第二話
「何でこんな事になったの?」
オレと三宅の前には回転式のイスに座った担任の前島が座っていた。
「だまってちゃ何もわからないでしょ?もう高校生なんだからなんとか言いなさい?」
オレは手を後ろに回して下を向き、黙ったまま何も言わなかった。三宅も同じく黙ったままだった。
「あなた達野球部なんでしょ?特に緒方君はエースなんだし、甲子園が目標って言ってたけどこんなことじゃ甲子園行けないないわよ?」
「野球なんか・・」オレがボソっと言ったのを三宅には聞こえたらしくピクっと
眉毛が動いた。
そんな二人の様子を見て、ハァと前島はため息を一つついた。
「まぁ、いいわ 今日は遅いから二人共帰りなさい。

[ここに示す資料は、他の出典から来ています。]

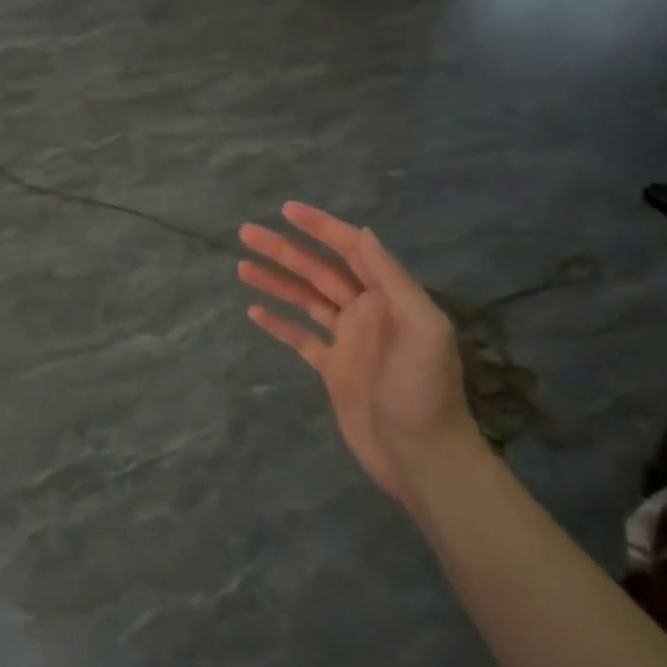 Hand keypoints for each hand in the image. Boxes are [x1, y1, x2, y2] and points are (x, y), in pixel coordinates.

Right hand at [238, 202, 475, 498]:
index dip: (320, 228)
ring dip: (276, 281)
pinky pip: (300, 338)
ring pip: (305, 300)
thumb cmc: (423, 390)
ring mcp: (347, 341)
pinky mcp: (333, 369)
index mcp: (388, 297)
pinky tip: (254, 310)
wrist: (422, 456)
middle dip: (284, 250)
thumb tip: (362, 234)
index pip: (350, 250)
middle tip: (246, 232)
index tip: (287, 210)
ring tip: (242, 265)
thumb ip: (390, 279)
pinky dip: (279, 323)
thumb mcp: (422, 327)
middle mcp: (366, 312)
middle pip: (318, 271)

また明日にでも事情聞きます」
バンッと職員室の扉を閉め、二人は廊下に出た。
外は日も暮れ始めて薄暗くなっていて、三宅はオレの顔も見ずにさっさと行ってしまった。ふと、校庭の方を見ると見慣れた顔の奴等が汗を流しながら必死に野球を練習をしていた。
別にオレは野球を嫌いになった訳じゃない。
野球は好きだ。あの朝靄のグランドもマウンドに立った時のドキドキも三振をとった時の喜びも野球の全部が好きだ。
でも、オレはもう野球はやらない。絶対に
オレがグラウンドに出ると三宅の奴がいつの間にかユニホームに着替えて練習に参加していた
グラウンドを後にしようとするオレに気がついた奴等が何人か近付いてきたが、無視してオレはグラウンドを後にした。
いつも仲間と帰る道、一人で帰ってみると見えないものが見えてくる。
以外に綺麗に星が見えるとか、小学生の時のラクガキがまだ残ってるとか、家の近くにバァちゃんが好きだった鈴蘭の花が咲いているとか。